[Your objective]: Start at the line with "position:relative; width:2046px; height:1440px;" in the records below, stop at the line with "height:8px; margin:-4px; padding:0", and return every line in that span exactly, the two end lines included.

*** Opening Entries shown ***

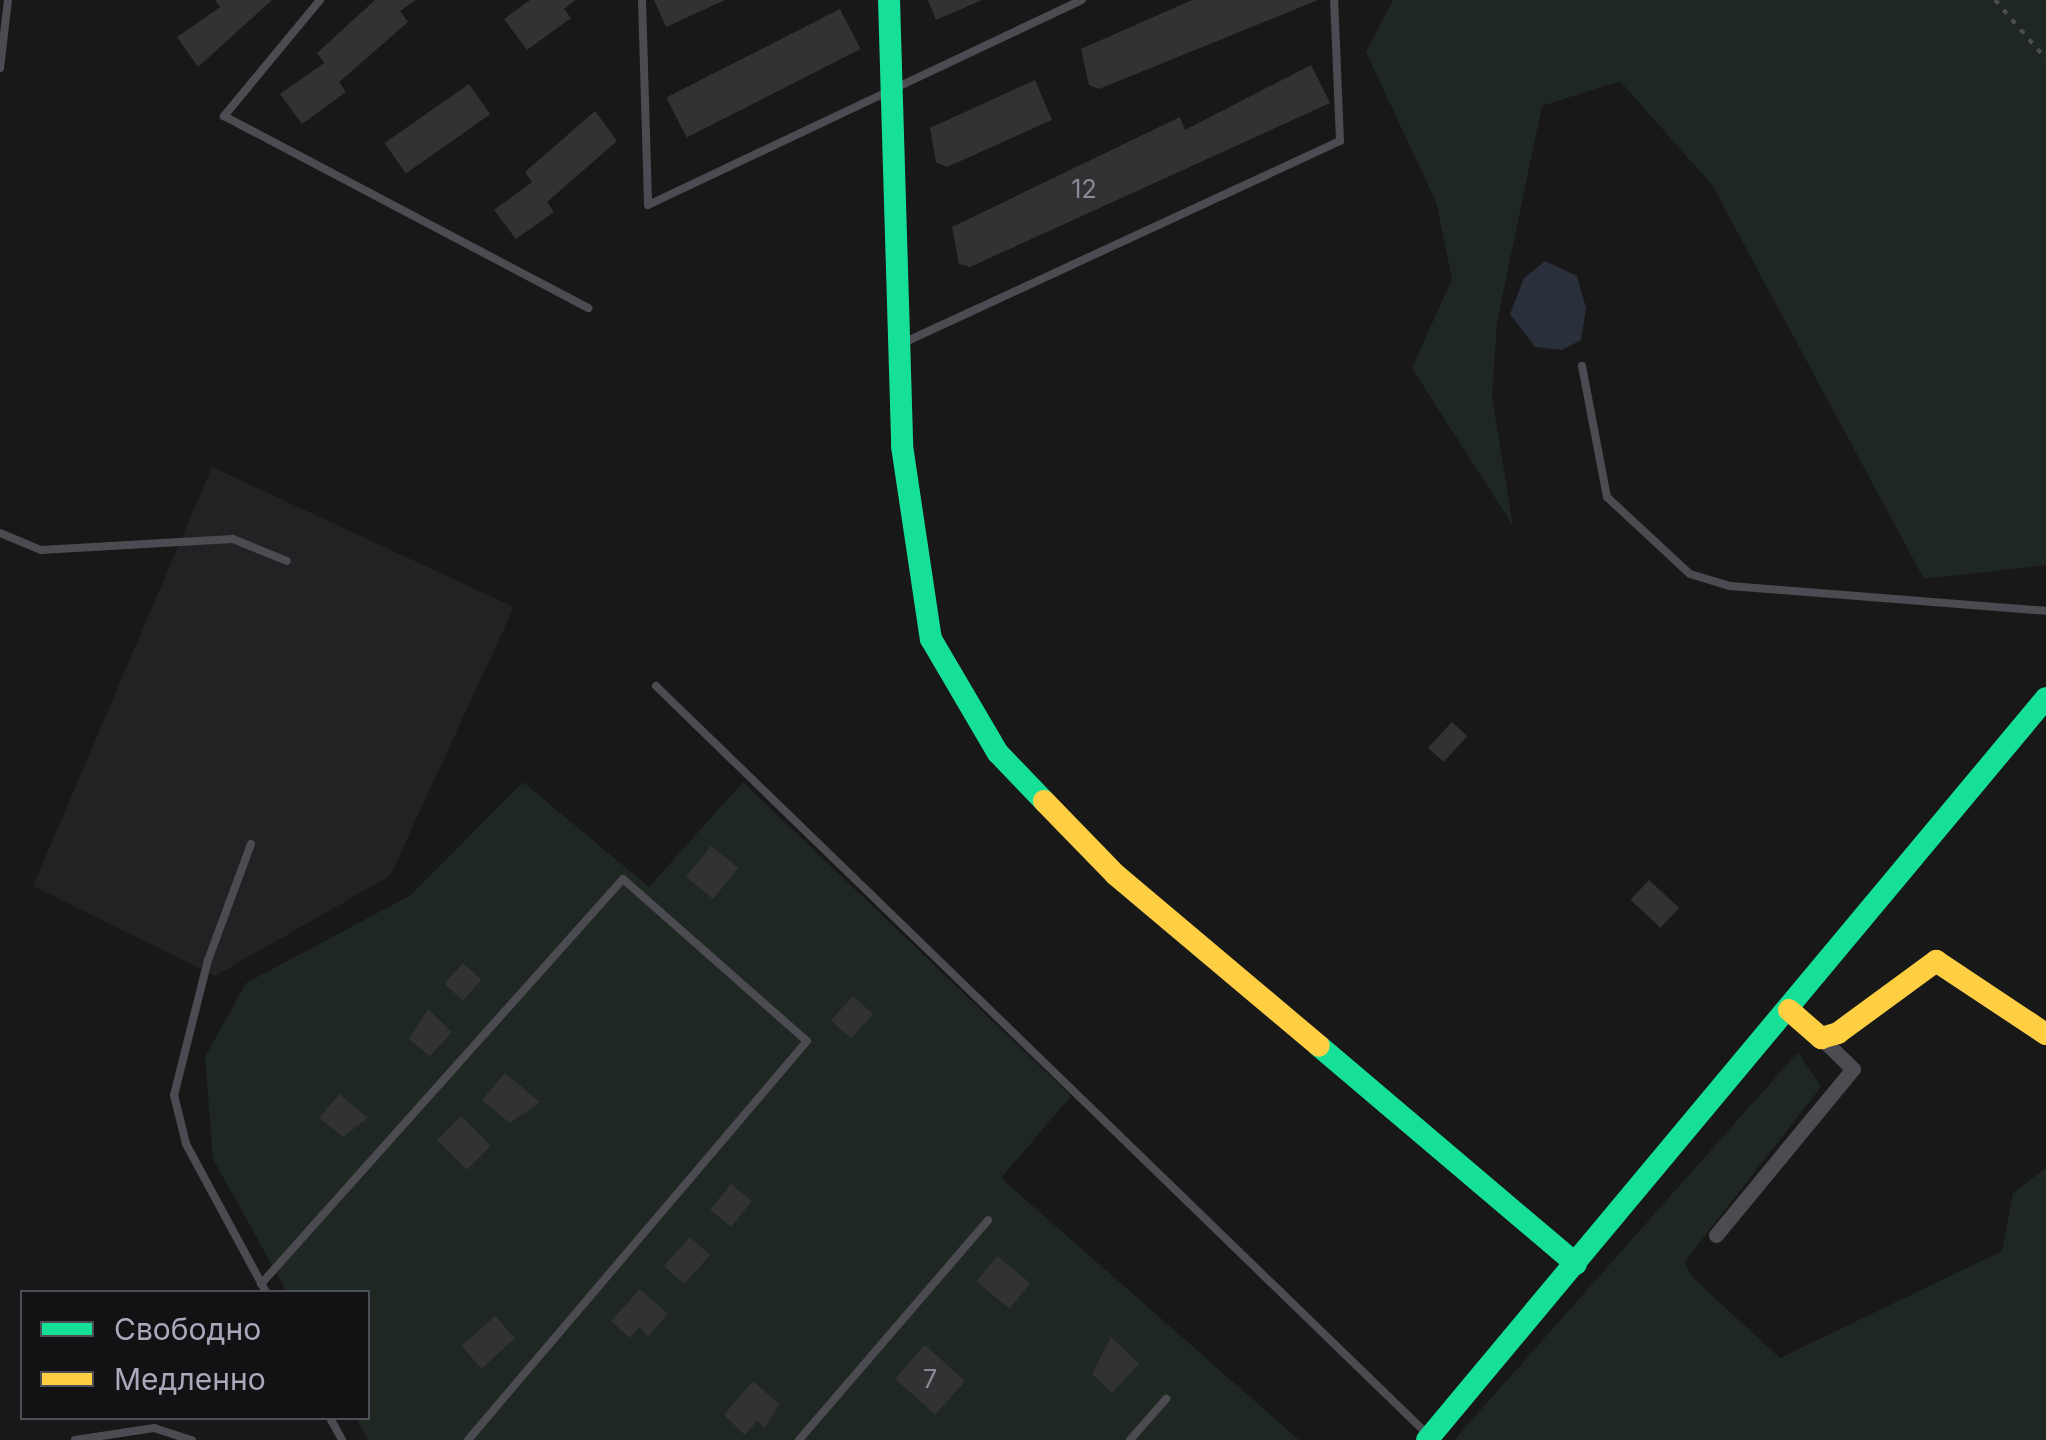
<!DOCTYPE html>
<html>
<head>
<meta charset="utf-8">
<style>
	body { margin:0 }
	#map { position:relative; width:2046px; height:1440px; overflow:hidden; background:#181818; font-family:Inter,sans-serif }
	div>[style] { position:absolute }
	.built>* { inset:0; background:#222124 }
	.green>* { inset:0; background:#1f2722 }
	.water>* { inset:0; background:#292f3b }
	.building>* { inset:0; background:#323234; transform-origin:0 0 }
	.path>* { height:4px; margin-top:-2px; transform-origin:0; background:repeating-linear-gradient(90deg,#4e4e52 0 5px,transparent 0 13px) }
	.lane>* { height:8px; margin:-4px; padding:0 4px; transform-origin:4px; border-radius:4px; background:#4c4b51 }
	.street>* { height:15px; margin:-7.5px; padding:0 7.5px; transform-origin:7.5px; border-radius:7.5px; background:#4c4b51 }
	.fast>* { height:22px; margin:-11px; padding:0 11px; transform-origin:11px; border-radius:11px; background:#16e098 }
	.slow>* { height:22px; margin:-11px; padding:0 11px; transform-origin:11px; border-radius:11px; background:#ffcf43 }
	span { translate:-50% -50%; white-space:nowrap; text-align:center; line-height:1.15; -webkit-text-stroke:8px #121214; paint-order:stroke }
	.number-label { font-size:25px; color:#8a8b98 }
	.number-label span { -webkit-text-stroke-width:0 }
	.legend { position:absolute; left:20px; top:1290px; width:350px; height:130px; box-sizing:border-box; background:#121214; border:2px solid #4e4e56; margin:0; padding:12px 18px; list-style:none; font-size:30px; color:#a8a9ba }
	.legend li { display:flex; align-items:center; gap:20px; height:50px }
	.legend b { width:50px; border:2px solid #4e4e56 }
</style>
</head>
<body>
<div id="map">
	<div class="built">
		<div style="clip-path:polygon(212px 467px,514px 607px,390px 876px,215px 976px,33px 886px)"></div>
	</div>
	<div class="green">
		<div style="clip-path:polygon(1393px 0,2046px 0,2046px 565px,1924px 579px,1712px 185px,1620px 81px,1542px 106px,1497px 322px,1492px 397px,1513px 526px,1412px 368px,1452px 279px,1436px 202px,1366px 52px)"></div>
		<div style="clip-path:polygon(523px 782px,649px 887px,743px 782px,1071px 1096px,1001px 1178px,1299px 1440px,368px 1440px,356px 1418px,368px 1418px,368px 1292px,287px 1292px,213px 1159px,205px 1057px,246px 983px,411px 895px)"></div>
		<div style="clip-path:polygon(1798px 1052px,1821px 1087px,1685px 1261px,1691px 1276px,1780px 1358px,2002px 1251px,2013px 1193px,2046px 1168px,2046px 1440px,1454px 1440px)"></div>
	</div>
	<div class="water">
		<div style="clip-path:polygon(1545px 261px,1577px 276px,1586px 308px,1581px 340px,1562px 350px,1535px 347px,1510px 314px,1524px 278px)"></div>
	</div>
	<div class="building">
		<div style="clip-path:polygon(215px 0,272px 0,198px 67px,177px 37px,220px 7px)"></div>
		<div style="clip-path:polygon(375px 0,416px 0,400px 11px,408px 22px,339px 82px,346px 92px,302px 124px,280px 94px,324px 63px,317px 53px)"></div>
		<div style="clip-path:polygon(530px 0,575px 0,564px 9px,571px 18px,527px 50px,504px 19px)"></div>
		<div style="clip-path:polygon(654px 0,725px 0,666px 27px)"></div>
		<div style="clip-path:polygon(928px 0,982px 0,936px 20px)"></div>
		<div style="clip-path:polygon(1192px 0,1318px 0,1099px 89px,1089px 85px,1081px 49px)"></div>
		<div style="left:840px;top:9px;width:45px;height:195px;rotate:63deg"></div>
		<div style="clip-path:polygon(1311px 65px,1330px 103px,970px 267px,959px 264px,952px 227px,1180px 117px,1185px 130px)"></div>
		<div style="clip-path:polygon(1035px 80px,1052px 120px,947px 167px,936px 162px,930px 128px)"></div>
		<div style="left:469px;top:84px;width:37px;height:103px;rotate:55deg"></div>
		<div style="clip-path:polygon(595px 111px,617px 141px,547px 202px,554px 212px,516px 239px,494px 210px,532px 182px,525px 172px)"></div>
		<div style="left:1452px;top:722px;width:21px;height:35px;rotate:43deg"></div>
		<div style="left:711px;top:846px;width:35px;height:40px;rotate:39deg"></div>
		<div style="left:1649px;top:880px;width:41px;height:27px;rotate:43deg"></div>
		<div style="left:463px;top:963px;width:25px;height:28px;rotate:42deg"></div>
		<div style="left:853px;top:996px;width:27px;height:33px;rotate:42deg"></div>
		<div style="clip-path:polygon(428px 1009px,452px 1032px,430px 1056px,409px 1039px)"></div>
		<div style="clip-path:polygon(505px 1073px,540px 1102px,510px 1123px,482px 1100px)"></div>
		<div style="clip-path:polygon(339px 1094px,368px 1118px,343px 1137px,319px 1118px)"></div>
		<div style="left:461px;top:1116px;width:42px;height:34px;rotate:45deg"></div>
		<div style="left:731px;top:1184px;width:27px;height:33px;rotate:39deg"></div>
		<div style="left:690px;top:1237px;width:27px;height:39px;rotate:42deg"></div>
		<div style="left:997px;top:1256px;width:43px;height:33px;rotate:39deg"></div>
		<div style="clip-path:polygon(640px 1289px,668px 1314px,648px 1336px,639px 1327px,630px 1338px,611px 1321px)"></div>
		<div style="left:495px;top:1316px;width:30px;height:45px;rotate:48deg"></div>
		<div style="clip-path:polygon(1111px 1337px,1139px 1364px,1112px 1393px,1092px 1374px)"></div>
		<div style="left:925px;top:1345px;width:54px;height:45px;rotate:42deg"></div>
		<div style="clip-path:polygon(753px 1381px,779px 1404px,765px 1428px,757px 1421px,745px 1435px,724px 1415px)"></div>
	</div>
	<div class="path">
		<div style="left:1995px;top:0;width:78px;rotate:49.2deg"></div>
	</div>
	<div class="lane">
		<div style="left:320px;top:0;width:151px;rotate:129.6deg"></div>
		<div style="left:224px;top:116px;width:412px;rotate:27.8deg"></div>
		<div style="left:642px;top:0;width:205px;rotate:88.3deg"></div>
		<div style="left:648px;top:205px;width:480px;rotate:-25.3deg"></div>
		<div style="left:0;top:68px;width:68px;rotate:-83.3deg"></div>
		<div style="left:903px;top:343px;width:481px;rotate:-24.8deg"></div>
		<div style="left:1340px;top:141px;width:141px;rotate:-92.4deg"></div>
		<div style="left:1582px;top:366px;width:133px;rotate:79.2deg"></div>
		<div style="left:1607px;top:497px;width:113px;rotate:42.9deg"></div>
		<div style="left:1690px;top:574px;width:42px;rotate:16.7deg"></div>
		<div style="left:1730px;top:586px;width:317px;rotate:4.5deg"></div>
		<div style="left:0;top:533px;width:44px;rotate:22.5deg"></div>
		<div style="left:41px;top:550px;width:192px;rotate:-3.3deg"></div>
		<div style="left:233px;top:539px;width:58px;rotate:22.2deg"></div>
		<div style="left:656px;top:686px;width:1076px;rotate:44.13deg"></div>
		<div style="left:251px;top:844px;width:124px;rotate:110.3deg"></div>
		<div style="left:208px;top:960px;width:139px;rotate:104.1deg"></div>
		<div style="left:174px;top:1095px;width:50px;rotate:76.2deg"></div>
		<div style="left:186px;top:1144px;width:168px;rotate:61.6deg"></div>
		<div style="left:261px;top:1284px;width:543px;rotate:-48.21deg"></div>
		<div style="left:623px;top:879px;width:245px;rotate:41.4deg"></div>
		<div style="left:807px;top:1041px;width:524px;rotate:130.35deg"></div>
		<div style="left:330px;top:1418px;width:25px;rotate:61deg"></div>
		<div style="left:75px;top:1440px;width:80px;rotate:-8.6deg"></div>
		<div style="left:154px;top:1428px;width:40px;rotate:18deg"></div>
		<div style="left:799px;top:1440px;width:290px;rotate:-49.3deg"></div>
		<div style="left:1130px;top:1440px;width:55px;rotate:-48.7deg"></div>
	</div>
	<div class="street">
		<div style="left:1716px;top:1235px;width:215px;rotate:-50.5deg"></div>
		<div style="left:1853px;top:1069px;width:45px;rotate:-135.9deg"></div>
	</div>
	<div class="fast">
		<div style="left:889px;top:0;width:446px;rotate:88.3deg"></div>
		<div style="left:902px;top:446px;width:195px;rotate:81.5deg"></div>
		<div style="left:931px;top:639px;width:132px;rotate:59.6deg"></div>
		<div style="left:998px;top:753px;width:66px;rotate:46.2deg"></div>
		<div style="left:1319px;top:1046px;width:337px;rotate:40.3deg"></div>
		<div style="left:1427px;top:1440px;width:966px;rotate:-50.16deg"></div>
	</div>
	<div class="slow">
		<div style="left:1044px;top:801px;width:103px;rotate:45.8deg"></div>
		<div style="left:1116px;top:875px;width:265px;rotate:40.1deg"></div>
		<div style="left:1789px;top:1010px;width:43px;rotate:41.2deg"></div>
		<div style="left:1821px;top:1038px;width:18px;rotate:-16deg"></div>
		<div style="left:1838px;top:1033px;width:122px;rotate:-36.3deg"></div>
		<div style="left:1936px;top:961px;width:132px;rotate:33.6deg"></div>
	</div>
	<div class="number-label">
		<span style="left:1084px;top:189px">12</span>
		<span style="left:930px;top:1379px">7</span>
	</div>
	<ul class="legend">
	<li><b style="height:12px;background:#16e098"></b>Свободно</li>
	<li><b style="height:12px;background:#ffcf43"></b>Медленно</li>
	</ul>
</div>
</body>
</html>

*** Closing Entries shown ***

[Response to this exercise]:
	#map { position:relative; width:2046px; height:1440px; overflow:hidden; background:#181818; font-family:Inter,sans-serif }
	div>[style] { position:absolute }
	.built>* { inset:0; background:#222124 }
	.green>* { inset:0; background:#1f2722 }
	.water>* { inset:0; background:#292f3b }
	.building>* { inset:0; background:#323234; transform-origin:0 0 }
	.path>* { height:4px; margin-top:-2px; transform-origin:0; background:repeating-linear-gradient(90deg,#4e4e52 0 5px,transparent 0 13px) }
	.lane>* { height:8px; margin:-4px; padding:0 4px; transform-origin:4px; border-radius:4px; background:#4c4b51 }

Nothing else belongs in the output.